Everything in the entries except the pictures must be duplicated exactly.

## Material supplied
-*-*-

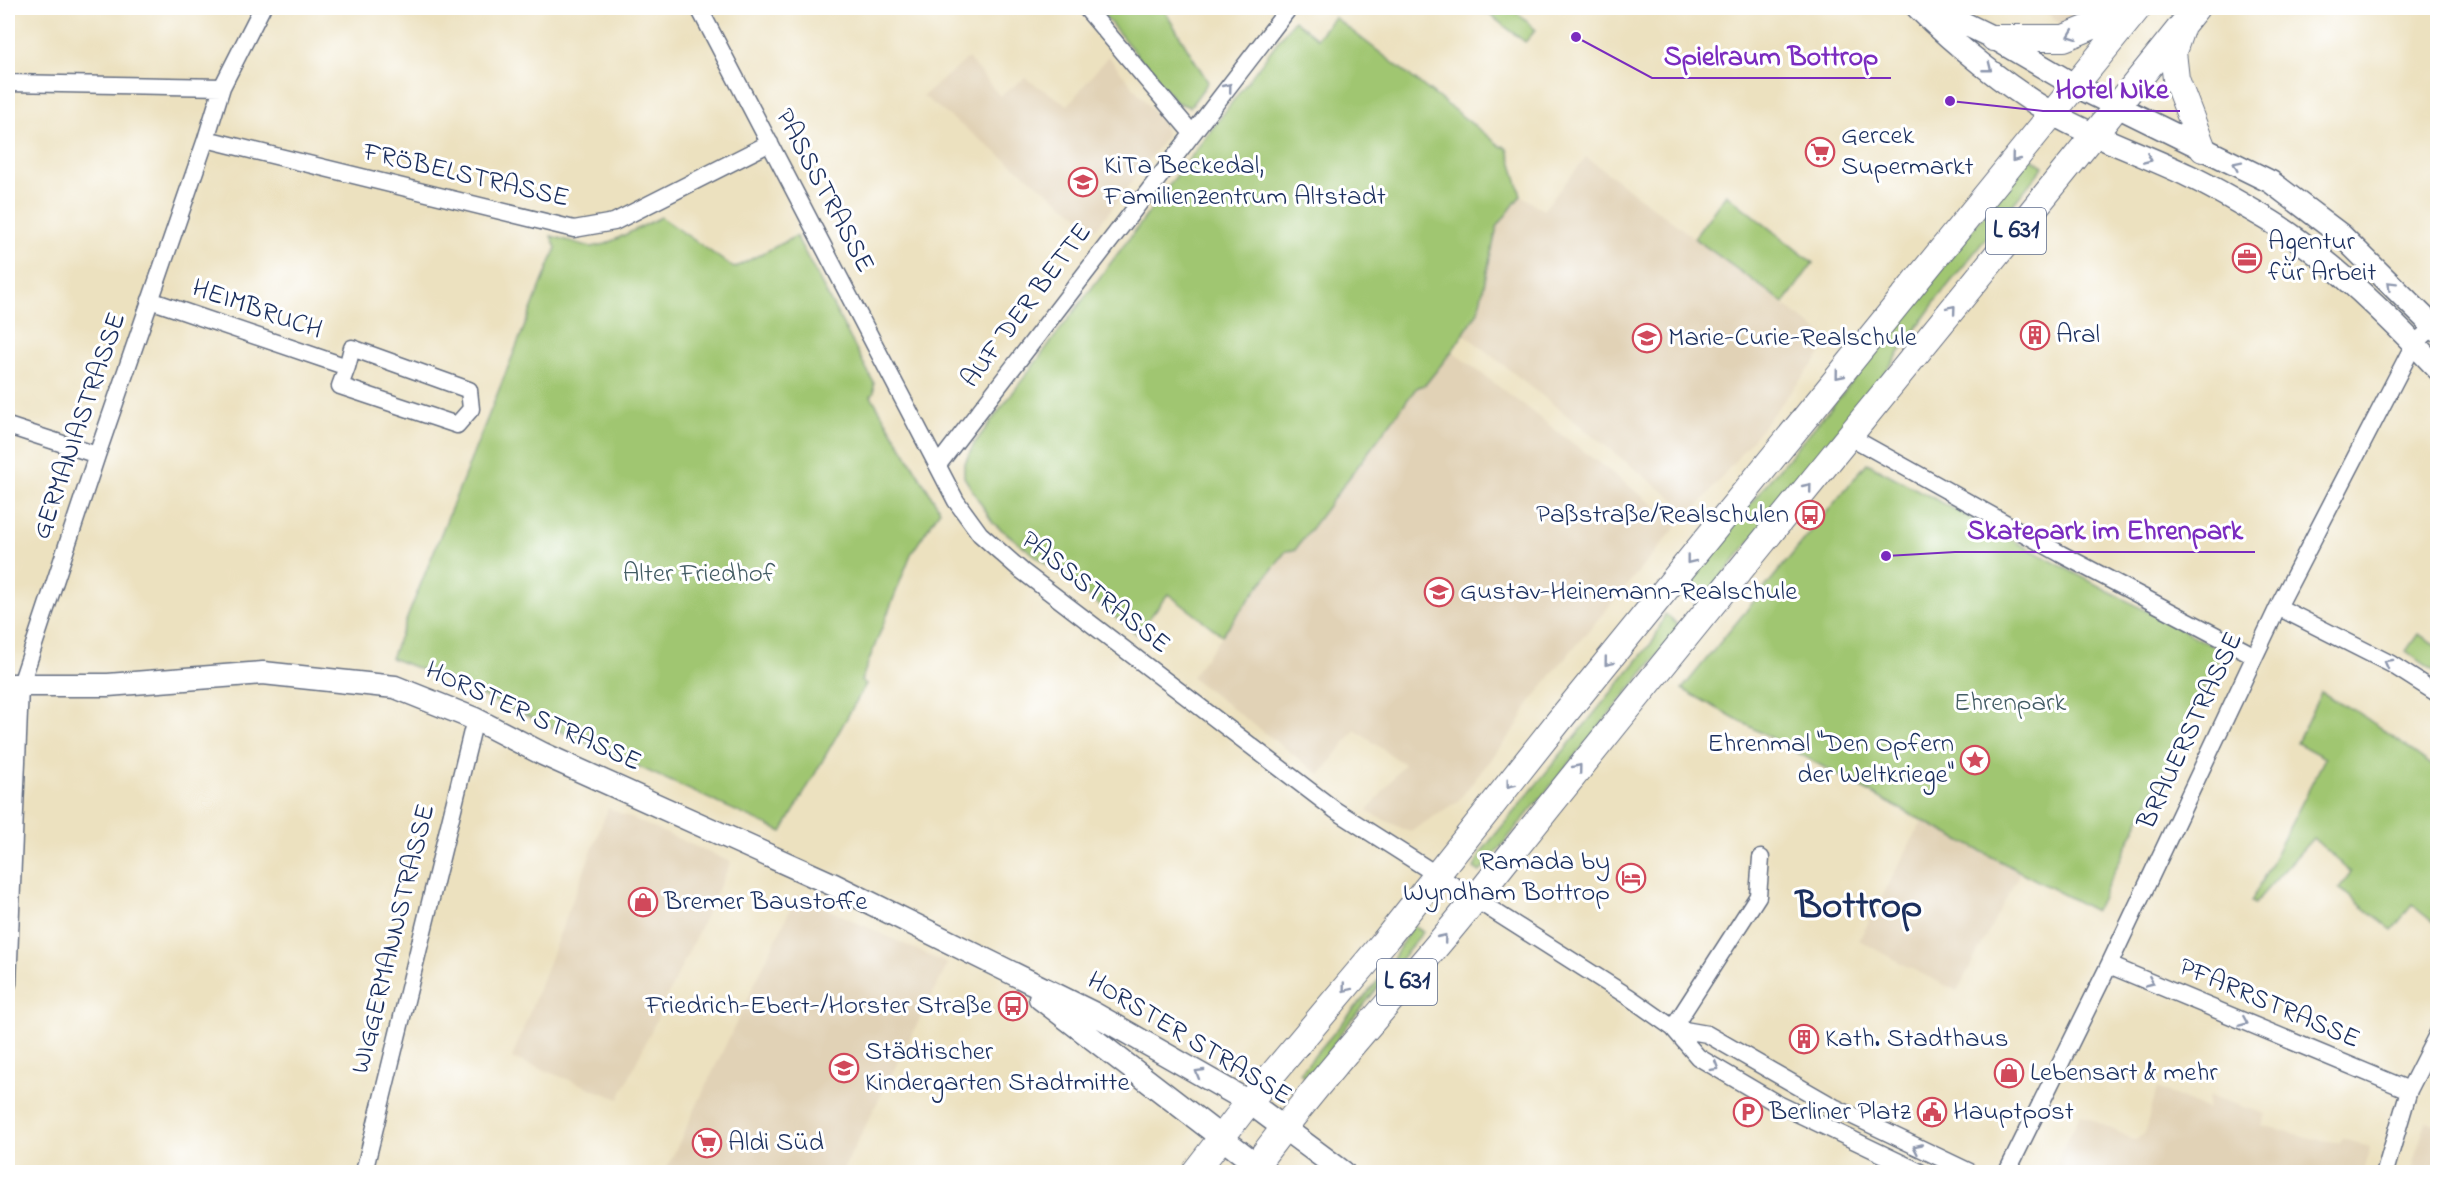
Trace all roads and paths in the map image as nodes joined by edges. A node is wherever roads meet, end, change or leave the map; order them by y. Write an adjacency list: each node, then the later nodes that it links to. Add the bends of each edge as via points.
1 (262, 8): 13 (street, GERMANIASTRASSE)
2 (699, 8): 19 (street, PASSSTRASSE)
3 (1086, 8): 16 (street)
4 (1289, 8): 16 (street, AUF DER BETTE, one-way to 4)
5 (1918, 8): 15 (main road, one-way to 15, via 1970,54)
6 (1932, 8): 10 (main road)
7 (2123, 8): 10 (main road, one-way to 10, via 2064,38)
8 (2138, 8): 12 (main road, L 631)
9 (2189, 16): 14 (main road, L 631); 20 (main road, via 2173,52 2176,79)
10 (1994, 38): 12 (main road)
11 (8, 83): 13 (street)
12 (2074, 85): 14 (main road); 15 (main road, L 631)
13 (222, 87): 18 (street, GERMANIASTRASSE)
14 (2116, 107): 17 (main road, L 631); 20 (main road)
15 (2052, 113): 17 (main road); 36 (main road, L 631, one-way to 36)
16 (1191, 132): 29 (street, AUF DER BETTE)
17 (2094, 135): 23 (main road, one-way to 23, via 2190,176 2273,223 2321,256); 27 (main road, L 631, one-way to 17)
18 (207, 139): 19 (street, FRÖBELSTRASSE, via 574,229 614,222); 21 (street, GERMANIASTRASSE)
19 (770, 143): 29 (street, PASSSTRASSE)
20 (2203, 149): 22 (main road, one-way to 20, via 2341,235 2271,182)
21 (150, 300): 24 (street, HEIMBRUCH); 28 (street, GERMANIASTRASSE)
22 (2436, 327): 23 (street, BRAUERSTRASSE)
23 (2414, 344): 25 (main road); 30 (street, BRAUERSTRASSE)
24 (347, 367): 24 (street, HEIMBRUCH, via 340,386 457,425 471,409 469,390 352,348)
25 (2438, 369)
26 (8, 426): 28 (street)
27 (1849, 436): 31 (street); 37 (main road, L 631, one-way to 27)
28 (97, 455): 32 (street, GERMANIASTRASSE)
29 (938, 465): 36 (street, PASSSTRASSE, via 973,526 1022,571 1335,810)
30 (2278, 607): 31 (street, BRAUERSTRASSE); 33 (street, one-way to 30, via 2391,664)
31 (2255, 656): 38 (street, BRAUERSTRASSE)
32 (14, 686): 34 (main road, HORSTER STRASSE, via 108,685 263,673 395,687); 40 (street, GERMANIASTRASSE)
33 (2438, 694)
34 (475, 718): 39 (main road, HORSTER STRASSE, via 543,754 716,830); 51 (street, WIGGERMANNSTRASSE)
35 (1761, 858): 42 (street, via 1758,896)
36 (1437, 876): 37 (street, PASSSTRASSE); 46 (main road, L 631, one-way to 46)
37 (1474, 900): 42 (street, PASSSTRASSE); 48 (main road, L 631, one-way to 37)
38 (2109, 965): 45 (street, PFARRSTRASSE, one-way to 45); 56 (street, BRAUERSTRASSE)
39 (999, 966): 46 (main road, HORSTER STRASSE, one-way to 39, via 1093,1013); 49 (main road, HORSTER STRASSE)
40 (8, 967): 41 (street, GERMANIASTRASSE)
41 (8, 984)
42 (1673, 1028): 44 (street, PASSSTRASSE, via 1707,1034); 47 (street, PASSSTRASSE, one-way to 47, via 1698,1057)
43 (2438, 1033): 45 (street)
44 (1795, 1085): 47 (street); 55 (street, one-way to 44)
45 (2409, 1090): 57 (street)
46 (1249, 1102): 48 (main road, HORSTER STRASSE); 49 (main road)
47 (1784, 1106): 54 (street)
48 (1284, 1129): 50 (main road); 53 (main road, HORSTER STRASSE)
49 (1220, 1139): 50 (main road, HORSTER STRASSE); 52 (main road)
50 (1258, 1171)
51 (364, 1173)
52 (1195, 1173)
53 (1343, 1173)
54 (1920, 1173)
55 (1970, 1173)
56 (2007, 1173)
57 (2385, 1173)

-*-*-

## Response
Trace all roads and paths in the map image as nodes joined by edges. A node is wherever roads meet, end, change or leave the map; order them by y. Write an adjacency list: each node, then the later nodes that it links to. Add the bends of each edge as via points.
1 (262, 8): 13 (street, GERMANIASTRASSE)
2 (699, 8): 19 (street, PASSSTRASSE)
3 (1086, 8): 16 (street)
4 (1289, 8): 16 (street, AUF DER BETTE, one-way to 4)
5 (1918, 8): 15 (main road, one-way to 15, via 1970,54)
6 (1932, 8): 10 (main road)
7 (2123, 8): 10 (main road, one-way to 10, via 2064,38)
8 (2138, 8): 12 (main road, L 631)
9 (2189, 16): 14 (main road, L 631); 20 (main road, via 2173,52 2176,79)
10 (1994, 38): 12 (main road)
11 (8, 83): 13 (street)
12 (2074, 85): 14 (main road); 15 (main road, L 631)
13 (222, 87): 18 (street, GERMANIASTRASSE)
14 (2116, 107): 17 (main road, L 631); 20 (main road)
15 (2052, 113): 17 (main road); 36 (main road, L 631, one-way to 36)
16 (1191, 132): 29 (street, AUF DER BETTE)
17 (2094, 135): 23 (main road, one-way to 23, via 2190,176 2273,223 2321,256); 27 (main road, L 631, one-way to 17)
18 (207, 139): 19 (street, FRÖBELSTRASSE, via 574,229 614,222); 21 (street, GERMANIASTRASSE)
19 (770, 143): 29 (street, PASSSTRASSE)
20 (2203, 149): 22 (main road, one-way to 20, via 2341,235 2271,182)
21 (150, 300): 24 (street, HEIMBRUCH); 28 (street, GERMANIASTRASSE)
22 (2436, 327): 23 (street, BRAUERSTRASSE)
23 (2414, 344): 25 (main road); 30 (street, BRAUERSTRASSE)
24 (347, 367): 24 (street, HEIMBRUCH, via 340,386 457,425 471,409 469,390 352,348)
25 (2438, 369)
26 (8, 426): 28 (street)
27 (1849, 436): 31 (street); 37 (main road, L 631, one-way to 27)
28 (97, 455): 32 (street, GERMANIASTRASSE)
29 (938, 465): 36 (street, PASSSTRASSE, via 973,526 1022,571 1335,810)
30 (2278, 607): 31 (street, BRAUERSTRASSE); 33 (street, one-way to 30, via 2391,664)
31 (2255, 656): 38 (street, BRAUERSTRASSE)
32 (14, 686): 34 (main road, HORSTER STRASSE, via 108,685 263,673 395,687); 40 (street, GERMANIASTRASSE)
33 (2438, 694)
34 (475, 718): 39 (main road, HORSTER STRASSE, via 543,754 716,830); 51 (street, WIGGERMANNSTRASSE)
35 (1761, 858): 42 (street, via 1758,896)
36 (1437, 876): 37 (street, PASSSTRASSE); 46 (main road, L 631, one-way to 46)
37 (1474, 900): 42 (street, PASSSTRASSE); 48 (main road, L 631, one-way to 37)
38 (2109, 965): 45 (street, PFARRSTRASSE, one-way to 45); 56 (street, BRAUERSTRASSE)
39 (999, 966): 46 (main road, HORSTER STRASSE, one-way to 39, via 1093,1013); 49 (main road, HORSTER STRASSE)
40 (8, 967): 41 (street, GERMANIASTRASSE)
41 (8, 984)
42 (1673, 1028): 44 (street, PASSSTRASSE, via 1707,1034); 47 (street, PASSSTRASSE, one-way to 47, via 1698,1057)
43 (2438, 1033): 45 (street)
44 (1795, 1085): 47 (street); 55 (street, one-way to 44)
45 (2409, 1090): 57 (street)
46 (1249, 1102): 48 (main road, HORSTER STRASSE); 49 (main road)
47 (1784, 1106): 54 (street)
48 (1284, 1129): 50 (main road); 53 (main road, HORSTER STRASSE)
49 (1220, 1139): 50 (main road, HORSTER STRASSE); 52 (main road)
50 (1258, 1171)
51 (364, 1173)
52 (1195, 1173)
53 (1343, 1173)
54 (1920, 1173)
55 (1970, 1173)
56 (2007, 1173)
57 (2385, 1173)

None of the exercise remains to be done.